__What is needed__. Repeat the entries exactly but omit the pictures.

__Information provided__.
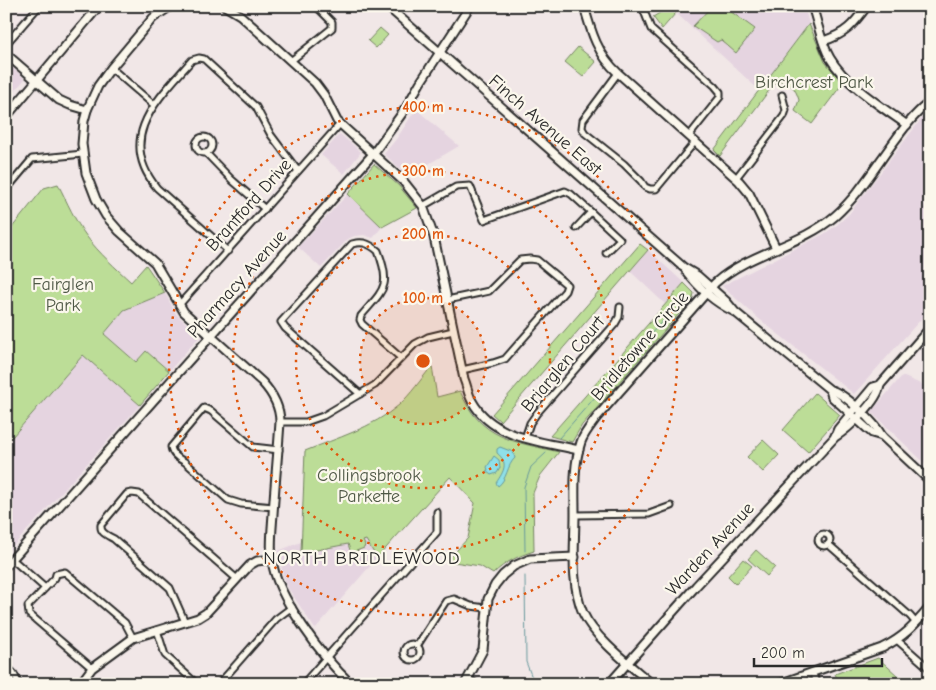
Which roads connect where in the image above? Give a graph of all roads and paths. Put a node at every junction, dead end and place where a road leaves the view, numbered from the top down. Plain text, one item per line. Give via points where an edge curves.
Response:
1 (38, 6) edge
2 (100, 6) edge
3 (171, 6) edge
4 (225, 6) edge
5 (316, 6) edge
6 (387, 6) edge
7 (470, 6) edge
8 (584, 6) edge
9 (642, 6) edge
10 (812, 6) edge
11 (867, 6) edge
12 (823, 41) junction
13 (6, 44) edge
14 (440, 53) junction
15 (6, 54) edge
16 (292, 60) junction
17 (111, 68) junction
18 (618, 73) junction
19 (36, 82) junction
20 (782, 95) dead end
21 (930, 102) edge
22 (154, 104) junction
23 (87, 110) junction
24 (6, 117) edge
25 (340, 124) junction
26 (906, 125) junction
27 (689, 136) junction
28 (695, 142) junction
29 (206, 153) dead end
30 (83, 154) junction
31 (373, 154) junction
32 (298, 171) junction
33 (736, 178) junction
34 (6, 190) edge
35 (422, 206) junction
36 (264, 209) junction
37 (591, 212) junction
38 (576, 228) dead end
39 (776, 248) junction
40 (228, 251) junction
41 (606, 253) dead end
42 (708, 290) junction
43 (447, 300) junction
44 (179, 305) junction
45 (620, 307) dead end
46 (930, 328) edge
47 (453, 331) junction
48 (211, 336) junction
49 (401, 358) junction
50 (462, 370) junction
51 (360, 394) junction
52 (856, 413) junction
53 (280, 422) junction
54 (525, 438) junction
55 (279, 450) junction
56 (579, 450) junction
57 (930, 481) edge
58 (671, 506) dead end
59 (274, 507) junction
60 (437, 512) dead end
61 (575, 515) junction
62 (828, 544) dead end
63 (575, 557) junction
64 (12, 559) junction
65 (272, 559) junction
66 (6, 566) edge
67 (237, 579) junction
68 (45, 588) junction
69 (292, 607) junction
70 (486, 608) junction
71 (930, 608) edge
72 (186, 622) junction
73 (916, 623) junction
74 (157, 630) junction
75 (133, 638) junction
76 (897, 640) junction
77 (417, 646) dead end
78 (326, 657) junction
79 (628, 662) junction
80 (6, 666) edge
81 (92, 668) junction
82 (930, 669) edge
83 (812, 672) junction
84 (467, 681) edge
85 (19, 684) edge
86 (80, 684) edge
87 (197, 684) edge
88 (218, 684) edge
89 (303, 684) edge
90 (351, 684) edge
91 (477, 684) edge
92 (609, 684) edge
93 (652, 684) edge
94 (779, 684) edge
95 (817, 684) edge

1 - 13 street
2 - 19 street
3 - 17 street via 153,18
4 - 16 street
5 - 16 street via 332,22 332,28
6 - 14 street, Finch Avenue East
7 - 14 street, Pharmacy Avenue
8 - 18 street via 596,44
9 - 27 street via 651,29 720,92 720,97
10 - 12 street
11 - 12 street via 846,31
12 - 26 street via 844,76
14 - 31 street, Pharmacy Avenue
14 - 42 street, Finch Avenue East
15 - 19 street
16 - 25 street via 315,83
17 - 22 street
17 - 23 street
18 - 27 street
18 - 28 street via 583,120 582,128 628,167 645,187 656,189
19 - 23 street via 59,100
19 - 24 street
20 - 33 street via 786,110 784,116
21 - 26 street, Bridletowne Circle
22 - 32 street via 192,60 204,59 256,107 271,136
22 - 40 street via 142,128 140,145 148,176 157,188
23 - 30 street
25 - 31 street
25 - 32 street, Brantford Drive
26 - 39 street, Bridletowne Circle via 839,212 817,228
27 - 28 street
28 - 33 street
29 - 36 street
30 - 34 street via 32,159
30 - 44 street via 88,182 99,205 119,231 155,263
31 - 35 street via 409,187
31 - 48 street, Pharmacy Avenue
32 - 36 street, Brantford Drive
33 - 39 street via 749,193
35 - 37 street via 456,187 470,186 484,220 565,191
35 - 43 street via 432,230
36 - 40 street, Brantford Drive
37 - 38 street
37 - 41 street via 620,239
39 - 42 street, Bridletowne Circle via 736,268
40 - 44 street, Brantford Drive
42 - 52 street, Finch Avenue East via 725,308 735,312 830,390 837,391
42 - 56 street, Bridletowne Circle via 597,417
43 - 47 street
43 - 50 street via 489,291 524,259 537,260 567,285 508,356 493,364
44 - 48 street
45 - 54 street, Briarglen Court via 615,324 537,412
46 - 52 street, Warden Avenue via 880,386 874,387
47 - 49 street via 428,337
47 - 50 street
48 - 53 street via 272,394
48 - 64 street, Pharmacy Avenue
49 - 51 street via 375,385
49 - 51 street via 360,320 382,292 386,280 378,251 367,243 352,244 281,322
50 - 54 street via 472,400 485,418 502,430
51 - 53 street via 319,419
52 - 57 street, Finch Avenue East via 878,428 882,436
52 - 79 street, Warden Avenue
53 - 55 street
54 - 56 street
55 - 59 street
55 - 59 street via 253,447 204,408 171,447 177,458 228,500
56 - 61 street, Bridletowne Circle via 574,480
58 - 61 street via 649,514
59 - 65 street
60 - 78 street via 437,532
61 - 63 street, Bridletowne Circle
62 - 73 street
63 - 70 street via 537,558 518,564 495,585
63 - 79 street, Bridletowne Circle via 583,613 602,638
64 - 66 street, Pharmacy Avenue
64 - 68 street
65 - 67 street via 253,563
65 - 69 street via 280,586
67 - 72 street via 206,613
67 - 72 street via 139,494 127,494 101,525 101,530 170,588
68 - 75 street via 56,574 68,574 125,623
68 - 81 street via 28,606 29,614
69 - 78 street
69 - 88 street via 276,618
70 - 77 street via 454,599 446,600
70 - 84 street via 483,650
71 - 73 street
72 - 74 street
73 - 76 street
74 - 75 street
74 - 87 street via 165,655
75 - 81 street
76 - 82 street
76 - 83 street
78 - 89 street
78 - 90 street
79 - 92 street, Warden Avenue
79 - 93 street, Bridletowne Circle
80 - 85 street
81 - 86 street
83 - 94 street
83 - 95 street
84 - 91 street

__Task solution__.
Which roads connect where in the image above? Give a graph of all roads and paths. Put a node at every junction, dead end and place where a road leaves the view, numbered from the top down. Plain text, one item per line. Give via points where an edge curves.
Response:
1 (38, 6) edge
2 (100, 6) edge
3 (171, 6) edge
4 (225, 6) edge
5 (316, 6) edge
6 (387, 6) edge
7 (470, 6) edge
8 (584, 6) edge
9 (642, 6) edge
10 (812, 6) edge
11 (867, 6) edge
12 (823, 41) junction
13 (6, 44) edge
14 (440, 53) junction
15 (6, 54) edge
16 (292, 60) junction
17 (111, 68) junction
18 (618, 73) junction
19 (36, 82) junction
20 (782, 95) dead end
21 (930, 102) edge
22 (154, 104) junction
23 (87, 110) junction
24 (6, 117) edge
25 (340, 124) junction
26 (906, 125) junction
27 (689, 136) junction
28 (695, 142) junction
29 (206, 153) dead end
30 (83, 154) junction
31 (373, 154) junction
32 (298, 171) junction
33 (736, 178) junction
34 (6, 190) edge
35 (422, 206) junction
36 (264, 209) junction
37 (591, 212) junction
38 (576, 228) dead end
39 (776, 248) junction
40 (228, 251) junction
41 (606, 253) dead end
42 (708, 290) junction
43 (447, 300) junction
44 (179, 305) junction
45 (620, 307) dead end
46 (930, 328) edge
47 (453, 331) junction
48 (211, 336) junction
49 (401, 358) junction
50 (462, 370) junction
51 (360, 394) junction
52 (856, 413) junction
53 (280, 422) junction
54 (525, 438) junction
55 (279, 450) junction
56 (579, 450) junction
57 (930, 481) edge
58 (671, 506) dead end
59 (274, 507) junction
60 (437, 512) dead end
61 (575, 515) junction
62 (828, 544) dead end
63 (575, 557) junction
64 (12, 559) junction
65 (272, 559) junction
66 (6, 566) edge
67 (237, 579) junction
68 (45, 588) junction
69 (292, 607) junction
70 (486, 608) junction
71 (930, 608) edge
72 (186, 622) junction
73 (916, 623) junction
74 (157, 630) junction
75 (133, 638) junction
76 (897, 640) junction
77 (417, 646) dead end
78 (326, 657) junction
79 (628, 662) junction
80 (6, 666) edge
81 (92, 668) junction
82 (930, 669) edge
83 (812, 672) junction
84 (467, 681) edge
85 (19, 684) edge
86 (80, 684) edge
87 (197, 684) edge
88 (218, 684) edge
89 (303, 684) edge
90 (351, 684) edge
91 (477, 684) edge
92 (609, 684) edge
93 (652, 684) edge
94 (779, 684) edge
95 (817, 684) edge

1 - 13 street
2 - 19 street
3 - 17 street via 153,18
4 - 16 street
5 - 16 street via 332,22 332,28
6 - 14 street, Finch Avenue East
7 - 14 street, Pharmacy Avenue
8 - 18 street via 596,44
9 - 27 street via 651,29 720,92 720,97
10 - 12 street
11 - 12 street via 846,31
12 - 26 street via 844,76
14 - 31 street, Pharmacy Avenue
14 - 42 street, Finch Avenue East
15 - 19 street
16 - 25 street via 315,83
17 - 22 street
17 - 23 street
18 - 27 street
18 - 28 street via 583,120 582,128 628,167 645,187 656,189
19 - 23 street via 59,100
19 - 24 street
20 - 33 street via 786,110 784,116
21 - 26 street, Bridletowne Circle
22 - 32 street via 192,60 204,59 256,107 271,136
22 - 40 street via 142,128 140,145 148,176 157,188
23 - 30 street
25 - 31 street
25 - 32 street, Brantford Drive
26 - 39 street, Bridletowne Circle via 839,212 817,228
27 - 28 street
28 - 33 street
29 - 36 street
30 - 34 street via 32,159
30 - 44 street via 88,182 99,205 119,231 155,263
31 - 35 street via 409,187
31 - 48 street, Pharmacy Avenue
32 - 36 street, Brantford Drive
33 - 39 street via 749,193
35 - 37 street via 456,187 470,186 484,220 565,191
35 - 43 street via 432,230
36 - 40 street, Brantford Drive
37 - 38 street
37 - 41 street via 620,239
39 - 42 street, Bridletowne Circle via 736,268
40 - 44 street, Brantford Drive
42 - 52 street, Finch Avenue East via 725,308 735,312 830,390 837,391
42 - 56 street, Bridletowne Circle via 597,417
43 - 47 street
43 - 50 street via 489,291 524,259 537,260 567,285 508,356 493,364
44 - 48 street
45 - 54 street, Briarglen Court via 615,324 537,412
46 - 52 street, Warden Avenue via 880,386 874,387
47 - 49 street via 428,337
47 - 50 street
48 - 53 street via 272,394
48 - 64 street, Pharmacy Avenue
49 - 51 street via 375,385
49 - 51 street via 360,320 382,292 386,280 378,251 367,243 352,244 281,322
50 - 54 street via 472,400 485,418 502,430
51 - 53 street via 319,419
52 - 57 street, Finch Avenue East via 878,428 882,436
52 - 79 street, Warden Avenue
53 - 55 street
54 - 56 street
55 - 59 street
55 - 59 street via 253,447 204,408 171,447 177,458 228,500
56 - 61 street, Bridletowne Circle via 574,480
58 - 61 street via 649,514
59 - 65 street
60 - 78 street via 437,532
61 - 63 street, Bridletowne Circle
62 - 73 street
63 - 70 street via 537,558 518,564 495,585
63 - 79 street, Bridletowne Circle via 583,613 602,638
64 - 66 street, Pharmacy Avenue
64 - 68 street
65 - 67 street via 253,563
65 - 69 street via 280,586
67 - 72 street via 206,613
67 - 72 street via 139,494 127,494 101,525 101,530 170,588
68 - 75 street via 56,574 68,574 125,623
68 - 81 street via 28,606 29,614
69 - 78 street
69 - 88 street via 276,618
70 - 77 street via 454,599 446,600
70 - 84 street via 483,650
71 - 73 street
72 - 74 street
73 - 76 street
74 - 75 street
74 - 87 street via 165,655
75 - 81 street
76 - 82 street
76 - 83 street
78 - 89 street
78 - 90 street
79 - 92 street, Warden Avenue
79 - 93 street, Bridletowne Circle
80 - 85 street
81 - 86 street
83 - 94 street
83 - 95 street
84 - 91 street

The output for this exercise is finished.